Signs of Infertility in Women
Among the many possible signs of infertility, the most common for women is an irregular menstrual cycle. However, an irregular menstrual cycle can indicate a variety of issues and so, although it may be a sign of infertility, it does not necessarily mean that the woman is infertile. Another sign of infertility can be a weight problem on either end of the spectrum. Women who are far too thin, whether from an eating disorder or simply dieting too aggressively, may lack the proper nutrients necessary for conceiving. On the other hand, obese women often experience hormonal problems that affect the reproductive system.

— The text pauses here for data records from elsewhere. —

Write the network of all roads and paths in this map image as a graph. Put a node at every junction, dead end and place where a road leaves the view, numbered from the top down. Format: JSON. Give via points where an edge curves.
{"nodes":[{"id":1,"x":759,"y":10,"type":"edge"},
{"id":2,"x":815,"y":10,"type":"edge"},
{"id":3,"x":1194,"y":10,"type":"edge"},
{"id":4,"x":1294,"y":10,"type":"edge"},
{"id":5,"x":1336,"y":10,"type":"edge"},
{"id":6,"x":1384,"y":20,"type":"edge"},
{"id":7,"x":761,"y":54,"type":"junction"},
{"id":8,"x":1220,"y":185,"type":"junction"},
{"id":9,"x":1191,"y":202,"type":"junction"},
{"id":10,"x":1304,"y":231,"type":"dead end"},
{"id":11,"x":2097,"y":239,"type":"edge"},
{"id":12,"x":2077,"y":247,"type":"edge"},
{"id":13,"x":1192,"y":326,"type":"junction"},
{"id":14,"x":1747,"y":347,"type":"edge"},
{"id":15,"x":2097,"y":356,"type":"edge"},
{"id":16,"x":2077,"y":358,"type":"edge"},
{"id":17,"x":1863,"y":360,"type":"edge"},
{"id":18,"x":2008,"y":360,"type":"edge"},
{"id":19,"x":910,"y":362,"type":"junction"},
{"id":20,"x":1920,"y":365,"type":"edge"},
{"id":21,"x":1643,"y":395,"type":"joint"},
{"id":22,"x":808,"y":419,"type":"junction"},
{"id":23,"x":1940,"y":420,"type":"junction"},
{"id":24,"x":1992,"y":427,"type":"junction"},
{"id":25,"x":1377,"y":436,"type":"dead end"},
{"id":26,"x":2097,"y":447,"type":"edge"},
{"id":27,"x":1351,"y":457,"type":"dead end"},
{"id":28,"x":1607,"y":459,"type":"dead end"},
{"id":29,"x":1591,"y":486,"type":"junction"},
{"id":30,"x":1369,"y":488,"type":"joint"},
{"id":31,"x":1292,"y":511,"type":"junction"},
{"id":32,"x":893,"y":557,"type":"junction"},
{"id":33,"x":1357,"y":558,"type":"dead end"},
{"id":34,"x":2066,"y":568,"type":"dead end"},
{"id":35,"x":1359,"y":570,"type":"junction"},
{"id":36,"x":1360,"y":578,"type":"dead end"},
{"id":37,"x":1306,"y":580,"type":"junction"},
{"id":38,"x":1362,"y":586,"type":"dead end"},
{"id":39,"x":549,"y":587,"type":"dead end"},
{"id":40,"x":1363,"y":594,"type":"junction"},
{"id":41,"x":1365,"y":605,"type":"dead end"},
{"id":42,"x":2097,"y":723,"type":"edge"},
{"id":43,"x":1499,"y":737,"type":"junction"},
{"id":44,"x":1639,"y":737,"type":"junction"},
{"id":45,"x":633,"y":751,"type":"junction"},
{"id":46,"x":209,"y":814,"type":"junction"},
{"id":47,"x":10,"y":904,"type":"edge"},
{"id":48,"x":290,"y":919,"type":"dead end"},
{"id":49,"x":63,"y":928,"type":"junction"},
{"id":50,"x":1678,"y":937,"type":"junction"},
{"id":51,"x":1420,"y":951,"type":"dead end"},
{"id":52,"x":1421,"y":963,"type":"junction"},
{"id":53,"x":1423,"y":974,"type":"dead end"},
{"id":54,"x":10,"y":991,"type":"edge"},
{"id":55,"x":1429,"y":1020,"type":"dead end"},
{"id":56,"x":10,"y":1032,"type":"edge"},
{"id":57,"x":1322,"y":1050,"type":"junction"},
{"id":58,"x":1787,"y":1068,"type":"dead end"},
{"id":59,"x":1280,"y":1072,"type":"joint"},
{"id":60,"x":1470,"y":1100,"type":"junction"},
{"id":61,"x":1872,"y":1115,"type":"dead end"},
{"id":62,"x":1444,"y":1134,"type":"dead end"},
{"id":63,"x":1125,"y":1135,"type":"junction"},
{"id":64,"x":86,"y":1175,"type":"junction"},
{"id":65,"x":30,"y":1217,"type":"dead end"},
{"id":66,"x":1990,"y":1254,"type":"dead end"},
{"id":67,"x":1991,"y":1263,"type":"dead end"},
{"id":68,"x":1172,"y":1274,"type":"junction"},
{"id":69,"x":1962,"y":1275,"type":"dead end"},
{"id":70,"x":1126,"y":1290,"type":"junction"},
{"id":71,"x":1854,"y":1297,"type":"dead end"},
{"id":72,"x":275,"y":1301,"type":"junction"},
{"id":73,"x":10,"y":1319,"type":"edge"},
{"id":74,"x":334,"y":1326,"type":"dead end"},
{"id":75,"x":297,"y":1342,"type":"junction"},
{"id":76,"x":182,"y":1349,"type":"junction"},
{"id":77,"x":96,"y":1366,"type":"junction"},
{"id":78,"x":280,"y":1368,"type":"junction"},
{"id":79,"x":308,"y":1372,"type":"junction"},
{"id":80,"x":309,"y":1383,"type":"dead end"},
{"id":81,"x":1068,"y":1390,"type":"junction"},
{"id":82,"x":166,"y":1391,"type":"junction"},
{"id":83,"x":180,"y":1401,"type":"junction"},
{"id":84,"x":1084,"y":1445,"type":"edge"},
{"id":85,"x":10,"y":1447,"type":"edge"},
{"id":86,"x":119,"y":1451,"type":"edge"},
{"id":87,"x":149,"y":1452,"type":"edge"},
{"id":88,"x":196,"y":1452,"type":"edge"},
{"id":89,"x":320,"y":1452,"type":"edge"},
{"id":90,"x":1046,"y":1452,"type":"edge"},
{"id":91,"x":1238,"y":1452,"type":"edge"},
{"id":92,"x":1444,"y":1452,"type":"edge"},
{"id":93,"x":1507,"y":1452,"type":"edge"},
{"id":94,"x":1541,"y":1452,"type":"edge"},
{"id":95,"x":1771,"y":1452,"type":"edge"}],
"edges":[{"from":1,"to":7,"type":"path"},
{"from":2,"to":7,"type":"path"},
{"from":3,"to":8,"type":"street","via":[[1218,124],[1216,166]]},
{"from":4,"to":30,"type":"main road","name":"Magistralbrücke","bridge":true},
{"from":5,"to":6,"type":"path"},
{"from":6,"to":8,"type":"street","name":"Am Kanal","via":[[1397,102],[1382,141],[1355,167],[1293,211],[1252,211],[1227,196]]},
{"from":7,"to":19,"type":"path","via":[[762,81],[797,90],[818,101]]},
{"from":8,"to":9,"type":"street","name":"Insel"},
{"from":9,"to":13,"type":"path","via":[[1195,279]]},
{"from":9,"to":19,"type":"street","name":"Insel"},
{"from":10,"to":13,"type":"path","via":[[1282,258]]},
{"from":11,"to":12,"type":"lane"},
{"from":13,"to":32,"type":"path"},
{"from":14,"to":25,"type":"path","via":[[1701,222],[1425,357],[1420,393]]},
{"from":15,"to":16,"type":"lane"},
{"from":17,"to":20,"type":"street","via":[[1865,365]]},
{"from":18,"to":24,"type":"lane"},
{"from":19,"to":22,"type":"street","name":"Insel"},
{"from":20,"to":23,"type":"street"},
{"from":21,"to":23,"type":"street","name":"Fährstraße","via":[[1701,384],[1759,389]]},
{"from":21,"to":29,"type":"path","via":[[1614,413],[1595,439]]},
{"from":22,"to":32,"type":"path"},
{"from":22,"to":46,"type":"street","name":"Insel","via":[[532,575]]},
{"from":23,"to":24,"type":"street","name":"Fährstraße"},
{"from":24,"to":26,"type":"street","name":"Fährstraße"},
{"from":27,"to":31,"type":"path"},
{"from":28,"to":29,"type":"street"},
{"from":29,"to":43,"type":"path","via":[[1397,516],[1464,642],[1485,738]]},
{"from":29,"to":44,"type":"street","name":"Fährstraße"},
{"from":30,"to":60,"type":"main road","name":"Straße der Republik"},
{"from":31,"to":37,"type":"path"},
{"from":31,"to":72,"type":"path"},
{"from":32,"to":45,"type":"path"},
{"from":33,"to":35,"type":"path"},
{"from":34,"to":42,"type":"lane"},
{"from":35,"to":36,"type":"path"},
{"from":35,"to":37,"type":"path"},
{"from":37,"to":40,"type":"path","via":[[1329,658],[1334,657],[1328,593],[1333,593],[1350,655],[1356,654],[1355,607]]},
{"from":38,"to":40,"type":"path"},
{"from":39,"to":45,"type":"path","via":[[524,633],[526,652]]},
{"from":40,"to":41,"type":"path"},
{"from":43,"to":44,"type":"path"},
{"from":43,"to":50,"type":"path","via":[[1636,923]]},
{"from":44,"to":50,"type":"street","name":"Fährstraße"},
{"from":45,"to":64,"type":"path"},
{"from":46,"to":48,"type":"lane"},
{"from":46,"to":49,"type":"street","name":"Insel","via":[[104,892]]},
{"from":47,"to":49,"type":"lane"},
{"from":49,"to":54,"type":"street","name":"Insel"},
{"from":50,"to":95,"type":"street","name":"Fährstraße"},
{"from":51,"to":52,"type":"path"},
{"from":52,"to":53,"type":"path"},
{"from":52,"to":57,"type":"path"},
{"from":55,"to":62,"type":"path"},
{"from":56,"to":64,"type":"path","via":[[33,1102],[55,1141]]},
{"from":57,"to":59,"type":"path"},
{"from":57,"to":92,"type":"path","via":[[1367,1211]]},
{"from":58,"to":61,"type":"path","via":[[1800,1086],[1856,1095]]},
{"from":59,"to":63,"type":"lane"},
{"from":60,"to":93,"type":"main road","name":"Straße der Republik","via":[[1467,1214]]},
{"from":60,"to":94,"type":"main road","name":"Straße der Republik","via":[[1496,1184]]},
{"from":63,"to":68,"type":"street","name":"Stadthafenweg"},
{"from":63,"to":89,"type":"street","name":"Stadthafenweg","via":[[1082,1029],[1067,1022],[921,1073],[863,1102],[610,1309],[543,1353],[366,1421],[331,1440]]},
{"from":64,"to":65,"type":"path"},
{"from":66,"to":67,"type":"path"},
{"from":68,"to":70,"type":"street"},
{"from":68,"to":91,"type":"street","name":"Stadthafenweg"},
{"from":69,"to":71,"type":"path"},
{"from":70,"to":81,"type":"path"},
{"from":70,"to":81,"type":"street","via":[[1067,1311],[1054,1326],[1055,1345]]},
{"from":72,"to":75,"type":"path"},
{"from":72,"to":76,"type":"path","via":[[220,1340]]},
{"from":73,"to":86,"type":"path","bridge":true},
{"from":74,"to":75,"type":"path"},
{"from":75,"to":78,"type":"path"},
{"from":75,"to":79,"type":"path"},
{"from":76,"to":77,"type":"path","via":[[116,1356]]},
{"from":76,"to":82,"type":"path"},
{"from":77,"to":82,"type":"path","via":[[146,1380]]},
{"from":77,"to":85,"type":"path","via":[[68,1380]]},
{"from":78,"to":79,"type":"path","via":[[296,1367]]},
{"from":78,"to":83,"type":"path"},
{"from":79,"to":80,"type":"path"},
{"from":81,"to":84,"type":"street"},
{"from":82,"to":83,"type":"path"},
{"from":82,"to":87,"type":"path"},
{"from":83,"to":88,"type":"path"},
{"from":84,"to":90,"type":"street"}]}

Signs of Infertility in Men
For men, anatomic or physical problems may be signs of infertility. Undescended testicles can be a factor of infertility. Overexposure to heat in the scrotum and gonad area can also cause a man to be unable to produce children. Additionally, very tight underwear or pants can affect a man’s ability to produce viable sperm for conception. As with women, obesity in a man can affect the systems of the body necessary for producing children. Obesity may be a factor leading to the inability of the man to produce the right amount of sperm (a “low sperm count”). Obesity in a man may also affect the body in such a way that the sperm it does produce are not properly formed. Malformed sperm are often unable to penetrate the woman’s eggs, a critical part of conception.
Conclusion
Weight concerns, smoking, excessive drinking or substance abuse, or, in the case of men, wearing inappropriate clothing are all factors that can be controlled and therefore make fertility treatment unnecessary. Even an irregular menstrual cycle, so long as the woman is in fact ovulating, can be overcome by timing intercourse properly. It is a good idea to make the necessary changes in diet and other habits and to begin tracking the ovulation cycle before determining that intervention is needed.